AS THE STATE continues its probe into the recent suicide of a teenage inmate at Echo Glen Children’s Center, the parents of an earlier suicide victim are hoping that the new investigation will finally lead to changes at the juvenile facility near Snoqualmie.
“Geoff never once received any kind of professional counseling while at Echo Glen,” says Ric Vorhies of his son Geoffrey Alan Vorhies, who was barely 13 when he hanged himself in 1992.
Vorhies and his wife, Georgia, are offering to help the family of Angela Miller, a 17-year-old Okanogan County resident who committed suicide at Echo Glen. The Miller family is suing the state in an effort to obtain answers about their daughter’s March 1 death at the 200-unit facility.
The Vorhies family knows the territory: They won a legal settlement from the state in 1995.
Ric Vorhies says his son didn’t receive the help he needed. “The staff they entitle as counselors are merely baby-sitters, with no qualifications to provide counseling of any type,” says Vorhies. “The judge sent Geoff to Echo Glen because he believed he would receive intense psychological counseling there.” But that never happened, he says.
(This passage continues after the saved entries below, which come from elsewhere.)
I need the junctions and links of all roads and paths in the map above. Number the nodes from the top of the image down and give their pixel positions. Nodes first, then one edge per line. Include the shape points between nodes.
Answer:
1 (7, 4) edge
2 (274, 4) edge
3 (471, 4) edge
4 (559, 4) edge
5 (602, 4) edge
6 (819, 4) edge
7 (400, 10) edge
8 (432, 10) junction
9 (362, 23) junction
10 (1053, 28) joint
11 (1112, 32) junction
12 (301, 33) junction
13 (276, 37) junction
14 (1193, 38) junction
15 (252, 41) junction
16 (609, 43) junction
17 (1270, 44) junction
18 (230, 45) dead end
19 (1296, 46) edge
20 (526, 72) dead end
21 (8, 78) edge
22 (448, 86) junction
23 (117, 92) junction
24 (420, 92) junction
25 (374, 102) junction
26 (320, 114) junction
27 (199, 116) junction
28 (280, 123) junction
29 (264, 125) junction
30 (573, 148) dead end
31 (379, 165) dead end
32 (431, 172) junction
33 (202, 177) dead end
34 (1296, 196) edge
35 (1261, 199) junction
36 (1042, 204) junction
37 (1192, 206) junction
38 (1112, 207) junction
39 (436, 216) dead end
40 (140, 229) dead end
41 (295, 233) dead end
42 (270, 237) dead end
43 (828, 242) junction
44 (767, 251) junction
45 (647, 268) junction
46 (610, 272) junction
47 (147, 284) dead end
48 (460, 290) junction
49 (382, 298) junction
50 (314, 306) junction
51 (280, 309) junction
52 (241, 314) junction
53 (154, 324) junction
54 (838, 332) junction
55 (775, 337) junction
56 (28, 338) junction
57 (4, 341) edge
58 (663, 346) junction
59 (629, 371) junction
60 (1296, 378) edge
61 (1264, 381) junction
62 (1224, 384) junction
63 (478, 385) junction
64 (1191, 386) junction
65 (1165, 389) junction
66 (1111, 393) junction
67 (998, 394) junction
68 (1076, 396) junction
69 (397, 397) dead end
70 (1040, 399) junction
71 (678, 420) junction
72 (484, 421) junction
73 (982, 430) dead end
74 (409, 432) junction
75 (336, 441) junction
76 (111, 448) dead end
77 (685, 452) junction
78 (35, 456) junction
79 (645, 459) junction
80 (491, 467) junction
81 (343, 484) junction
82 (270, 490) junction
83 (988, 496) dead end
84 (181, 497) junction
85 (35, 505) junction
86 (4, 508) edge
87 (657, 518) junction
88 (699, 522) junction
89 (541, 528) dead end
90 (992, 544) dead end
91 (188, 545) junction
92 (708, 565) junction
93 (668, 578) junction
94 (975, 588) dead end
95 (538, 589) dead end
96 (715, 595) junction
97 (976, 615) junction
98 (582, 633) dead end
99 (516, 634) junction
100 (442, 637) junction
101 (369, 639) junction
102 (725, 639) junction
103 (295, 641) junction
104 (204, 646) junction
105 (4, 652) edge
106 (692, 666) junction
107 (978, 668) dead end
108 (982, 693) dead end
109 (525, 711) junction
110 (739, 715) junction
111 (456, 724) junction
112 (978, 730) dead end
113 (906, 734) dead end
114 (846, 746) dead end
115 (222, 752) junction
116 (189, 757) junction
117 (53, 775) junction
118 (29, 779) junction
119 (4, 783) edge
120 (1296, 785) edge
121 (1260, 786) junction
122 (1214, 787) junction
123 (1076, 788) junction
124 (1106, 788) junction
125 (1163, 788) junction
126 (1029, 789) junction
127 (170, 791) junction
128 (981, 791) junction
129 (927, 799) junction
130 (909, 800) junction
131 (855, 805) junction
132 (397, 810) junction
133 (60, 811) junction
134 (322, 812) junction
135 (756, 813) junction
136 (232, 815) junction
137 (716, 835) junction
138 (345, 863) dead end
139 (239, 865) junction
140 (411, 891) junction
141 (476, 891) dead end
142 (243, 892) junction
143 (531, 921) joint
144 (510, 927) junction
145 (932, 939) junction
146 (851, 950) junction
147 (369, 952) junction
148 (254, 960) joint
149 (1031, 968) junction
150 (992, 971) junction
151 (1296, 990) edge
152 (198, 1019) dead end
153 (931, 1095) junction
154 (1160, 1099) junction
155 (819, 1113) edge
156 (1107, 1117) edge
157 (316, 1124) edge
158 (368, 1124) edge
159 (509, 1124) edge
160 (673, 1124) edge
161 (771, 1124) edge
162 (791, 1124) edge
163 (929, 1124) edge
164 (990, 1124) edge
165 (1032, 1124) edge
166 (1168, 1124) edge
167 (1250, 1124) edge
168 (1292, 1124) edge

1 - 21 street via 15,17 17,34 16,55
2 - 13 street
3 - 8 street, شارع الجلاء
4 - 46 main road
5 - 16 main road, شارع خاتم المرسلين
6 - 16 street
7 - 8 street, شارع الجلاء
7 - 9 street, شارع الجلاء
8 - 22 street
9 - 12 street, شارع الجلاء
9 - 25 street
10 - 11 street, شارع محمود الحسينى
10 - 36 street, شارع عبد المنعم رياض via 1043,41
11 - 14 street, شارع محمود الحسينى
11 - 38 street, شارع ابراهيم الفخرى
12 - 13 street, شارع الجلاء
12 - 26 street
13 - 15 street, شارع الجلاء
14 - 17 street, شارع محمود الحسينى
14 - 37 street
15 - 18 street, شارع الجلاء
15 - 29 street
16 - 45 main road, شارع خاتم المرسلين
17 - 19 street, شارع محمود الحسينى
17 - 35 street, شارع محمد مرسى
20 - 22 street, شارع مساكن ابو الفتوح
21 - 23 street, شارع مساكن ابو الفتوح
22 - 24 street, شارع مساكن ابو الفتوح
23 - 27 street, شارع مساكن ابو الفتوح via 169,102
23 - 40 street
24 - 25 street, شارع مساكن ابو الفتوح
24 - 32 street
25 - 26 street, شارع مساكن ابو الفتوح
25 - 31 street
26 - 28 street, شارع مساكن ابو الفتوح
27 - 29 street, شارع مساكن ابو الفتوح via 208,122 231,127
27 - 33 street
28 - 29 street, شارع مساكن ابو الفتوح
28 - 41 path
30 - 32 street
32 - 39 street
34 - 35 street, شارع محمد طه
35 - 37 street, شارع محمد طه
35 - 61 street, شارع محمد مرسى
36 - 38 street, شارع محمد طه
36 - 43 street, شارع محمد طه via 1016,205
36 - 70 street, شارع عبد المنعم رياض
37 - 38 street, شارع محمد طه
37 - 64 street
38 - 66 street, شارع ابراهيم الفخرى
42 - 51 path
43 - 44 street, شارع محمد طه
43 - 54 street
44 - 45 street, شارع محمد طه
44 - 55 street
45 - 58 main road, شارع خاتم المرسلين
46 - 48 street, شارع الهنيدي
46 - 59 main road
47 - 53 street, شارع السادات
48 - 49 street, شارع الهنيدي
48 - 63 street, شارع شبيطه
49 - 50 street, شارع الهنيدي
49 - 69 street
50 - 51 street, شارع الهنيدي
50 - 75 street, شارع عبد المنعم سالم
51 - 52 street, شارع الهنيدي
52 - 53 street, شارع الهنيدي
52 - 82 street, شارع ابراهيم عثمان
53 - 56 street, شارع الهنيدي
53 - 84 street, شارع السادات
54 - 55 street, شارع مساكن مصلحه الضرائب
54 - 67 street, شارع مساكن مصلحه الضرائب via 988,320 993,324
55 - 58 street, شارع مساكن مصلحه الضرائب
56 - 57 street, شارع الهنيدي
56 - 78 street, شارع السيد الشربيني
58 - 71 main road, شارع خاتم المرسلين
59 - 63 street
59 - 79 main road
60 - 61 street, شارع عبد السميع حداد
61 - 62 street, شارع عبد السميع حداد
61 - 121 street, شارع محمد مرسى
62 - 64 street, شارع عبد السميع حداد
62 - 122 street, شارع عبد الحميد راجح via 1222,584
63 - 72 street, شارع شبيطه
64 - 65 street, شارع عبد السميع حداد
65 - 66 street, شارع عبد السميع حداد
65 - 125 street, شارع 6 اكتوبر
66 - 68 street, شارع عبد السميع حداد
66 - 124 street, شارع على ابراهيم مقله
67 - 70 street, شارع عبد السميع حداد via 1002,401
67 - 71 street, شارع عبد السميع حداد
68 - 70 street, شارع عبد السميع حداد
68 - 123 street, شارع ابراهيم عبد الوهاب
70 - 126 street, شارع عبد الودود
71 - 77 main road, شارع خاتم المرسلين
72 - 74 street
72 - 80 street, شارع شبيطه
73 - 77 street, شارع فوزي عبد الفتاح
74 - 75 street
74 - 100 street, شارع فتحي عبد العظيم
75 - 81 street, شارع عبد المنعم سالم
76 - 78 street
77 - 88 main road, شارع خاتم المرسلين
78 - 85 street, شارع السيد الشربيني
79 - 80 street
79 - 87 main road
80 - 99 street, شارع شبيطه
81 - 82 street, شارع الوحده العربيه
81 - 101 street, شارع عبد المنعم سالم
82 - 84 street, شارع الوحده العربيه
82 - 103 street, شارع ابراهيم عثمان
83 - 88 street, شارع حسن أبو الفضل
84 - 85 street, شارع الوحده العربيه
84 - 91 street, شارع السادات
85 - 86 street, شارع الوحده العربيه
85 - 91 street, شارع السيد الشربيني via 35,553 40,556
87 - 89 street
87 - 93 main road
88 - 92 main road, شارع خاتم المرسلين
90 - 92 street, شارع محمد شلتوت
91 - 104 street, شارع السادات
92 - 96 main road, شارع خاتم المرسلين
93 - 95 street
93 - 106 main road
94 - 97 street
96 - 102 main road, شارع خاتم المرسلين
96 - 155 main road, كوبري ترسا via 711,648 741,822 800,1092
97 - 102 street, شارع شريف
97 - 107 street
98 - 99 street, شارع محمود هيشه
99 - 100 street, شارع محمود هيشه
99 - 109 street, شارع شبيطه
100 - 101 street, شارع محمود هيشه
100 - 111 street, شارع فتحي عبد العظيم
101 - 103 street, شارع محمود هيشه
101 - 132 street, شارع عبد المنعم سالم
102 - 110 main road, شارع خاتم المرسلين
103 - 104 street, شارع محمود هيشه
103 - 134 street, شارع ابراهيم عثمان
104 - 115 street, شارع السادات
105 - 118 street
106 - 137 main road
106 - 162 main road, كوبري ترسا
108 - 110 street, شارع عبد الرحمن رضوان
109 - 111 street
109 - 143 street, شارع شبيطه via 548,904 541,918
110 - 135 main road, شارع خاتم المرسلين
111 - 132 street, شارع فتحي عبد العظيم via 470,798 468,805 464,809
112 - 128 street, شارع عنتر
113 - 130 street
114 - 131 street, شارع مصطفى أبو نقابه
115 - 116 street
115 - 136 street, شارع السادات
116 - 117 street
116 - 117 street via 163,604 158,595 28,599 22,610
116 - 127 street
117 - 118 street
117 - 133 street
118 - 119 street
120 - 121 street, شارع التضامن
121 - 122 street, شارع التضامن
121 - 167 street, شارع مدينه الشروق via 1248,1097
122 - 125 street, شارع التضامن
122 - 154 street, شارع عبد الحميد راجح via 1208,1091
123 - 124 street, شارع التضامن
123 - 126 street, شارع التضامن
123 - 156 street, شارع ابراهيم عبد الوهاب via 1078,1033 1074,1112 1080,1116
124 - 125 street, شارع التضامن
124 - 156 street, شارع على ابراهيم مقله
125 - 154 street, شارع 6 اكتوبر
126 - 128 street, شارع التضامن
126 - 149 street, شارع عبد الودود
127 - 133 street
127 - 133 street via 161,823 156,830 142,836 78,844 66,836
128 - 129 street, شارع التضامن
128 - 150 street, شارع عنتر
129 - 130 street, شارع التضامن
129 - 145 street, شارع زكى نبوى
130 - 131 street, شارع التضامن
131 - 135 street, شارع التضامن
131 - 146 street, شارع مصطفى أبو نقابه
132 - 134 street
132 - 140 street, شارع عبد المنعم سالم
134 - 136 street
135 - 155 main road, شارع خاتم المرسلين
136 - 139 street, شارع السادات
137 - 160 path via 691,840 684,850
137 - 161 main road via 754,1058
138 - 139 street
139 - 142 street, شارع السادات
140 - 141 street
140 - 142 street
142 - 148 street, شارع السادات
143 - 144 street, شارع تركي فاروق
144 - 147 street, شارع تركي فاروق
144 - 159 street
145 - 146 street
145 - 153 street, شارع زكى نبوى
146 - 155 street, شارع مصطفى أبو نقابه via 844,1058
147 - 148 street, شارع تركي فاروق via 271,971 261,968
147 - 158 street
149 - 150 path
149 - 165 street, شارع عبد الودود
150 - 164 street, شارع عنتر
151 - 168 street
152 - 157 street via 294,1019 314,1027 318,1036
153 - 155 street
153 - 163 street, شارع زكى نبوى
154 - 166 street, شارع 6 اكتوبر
Instead, “He was in a cottage with a boy whose brother had committed suicide, and who frequently threatened suicide himself.” Says Vorhies. “On the night of his suicide, Geoff had an emotional outburst and was sent to his room, later to be found hanging by another resident who was sent to get him.”
There are parallels with the Miller case. Though she had long been suicidal, Miller was not on suicide watch. At least one former resident has told Seattle Weekly it would be “impossible” for Miller to have worked a braided necklace through a small ceiling vent to hang herself, as the state says.
“These kids have no life when they’re in there,” the former resident adds. “While there, I witnessed many a person threaten suicide and just get sent to their room, no suicide watch or counseling.”